(Beginning of SOURCE MATERIAL)

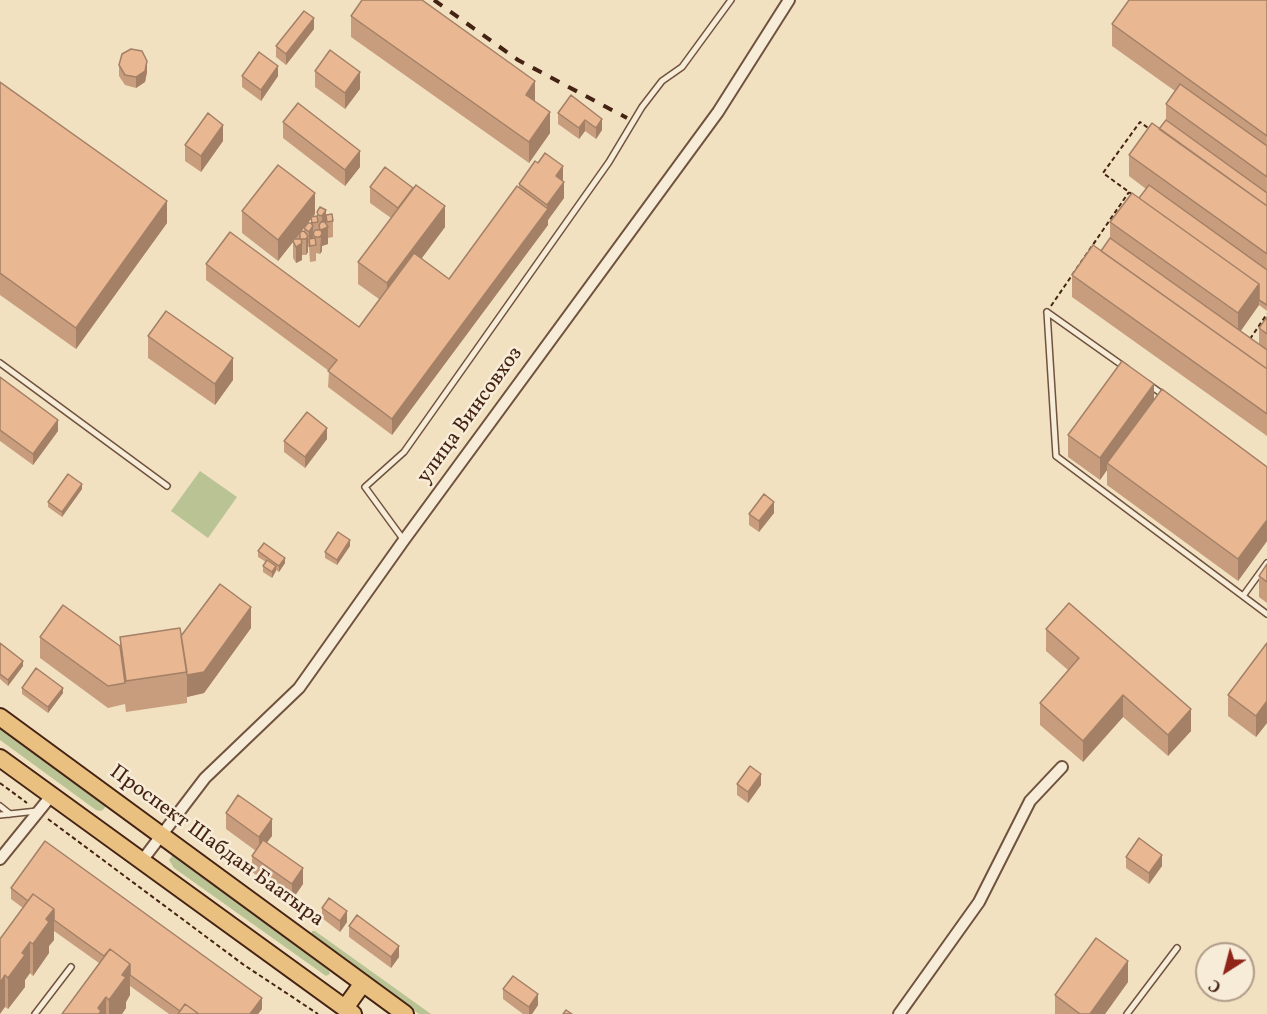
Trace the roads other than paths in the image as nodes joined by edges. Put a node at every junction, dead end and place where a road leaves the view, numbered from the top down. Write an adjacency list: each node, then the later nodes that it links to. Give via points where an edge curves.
1 (731, 0): 8 (lane, via 682,67 662,81 642,107 609,162 404,452 365,488)
2 (789, 0): 8 (street, улица Винсовхоз, via 718,112)
3 (0, 363): 7 (lane)
4 (1133, 373): 10 (lane, via 1047,312 1056,456)
5 (1143, 380): 6 (lane)
6 (1171, 400)
7 (167, 486)
8 (404, 540): 20 (street, улица Винсовхоз, via 299,688 205,778)
9 (1267, 563): 10 (lane)
10 (1243, 596): 11 (lane)
11 (1267, 614)
12 (0, 717): 20 (main road, Проспект Шабдан Баатыра)
13 (0, 758): 15 (main road)
14 (1062, 767): 29 (street, via 1030,801 979,902)
15 (51, 796): 17 (street); 22 (main road)
16 (0, 806): 18 (lane)
17 (38, 812): 18 (lane); 21 (street)
18 (10, 814): 19 (lane)
19 (0, 815)
20 (161, 835): 22 (street, улица Винсовхоз); 25 (main road, Проспект Шабдан Баатыра)
21 (0, 859)
22 (141, 862): 26 (main road)
23 (1177, 948): 30 (lane)
24 (71, 967): 27 (lane)
25 (363, 983): 26 (main road); 28 (main road, Проспект Шабдан Баатыра)
26 (349, 1011)
27 (35, 1014)
28 (405, 1014)
29 (898, 1014)
30 (1127, 1014)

(End of SOURCE MATERIAL)

### THE PROBLEM
Go through the data above and transcribe it in full, omitting any image.

### EXERCISE OUTPUT
Trace the roads other than paths in the image as nodes joined by edges. Put a node at every junction, dead end and place where a road leaves the view, numbered from the top down. Write an adjacency list: each node, then the later nodes that it links to. Give via points where an edge curves.
1 (731, 0): 8 (lane, via 682,67 662,81 642,107 609,162 404,452 365,488)
2 (789, 0): 8 (street, улица Винсовхоз, via 718,112)
3 (0, 363): 7 (lane)
4 (1133, 373): 10 (lane, via 1047,312 1056,456)
5 (1143, 380): 6 (lane)
6 (1171, 400)
7 (167, 486)
8 (404, 540): 20 (street, улица Винсовхоз, via 299,688 205,778)
9 (1267, 563): 10 (lane)
10 (1243, 596): 11 (lane)
11 (1267, 614)
12 (0, 717): 20 (main road, Проспект Шабдан Баатыра)
13 (0, 758): 15 (main road)
14 (1062, 767): 29 (street, via 1030,801 979,902)
15 (51, 796): 17 (street); 22 (main road)
16 (0, 806): 18 (lane)
17 (38, 812): 18 (lane); 21 (street)
18 (10, 814): 19 (lane)
19 (0, 815)
20 (161, 835): 22 (street, улица Винсовхоз); 25 (main road, Проспект Шабдан Баатыра)
21 (0, 859)
22 (141, 862): 26 (main road)
23 (1177, 948): 30 (lane)
24 (71, 967): 27 (lane)
25 (363, 983): 26 (main road); 28 (main road, Проспект Шабдан Баатыра)
26 (349, 1011)
27 (35, 1014)
28 (405, 1014)
29 (898, 1014)
30 (1127, 1014)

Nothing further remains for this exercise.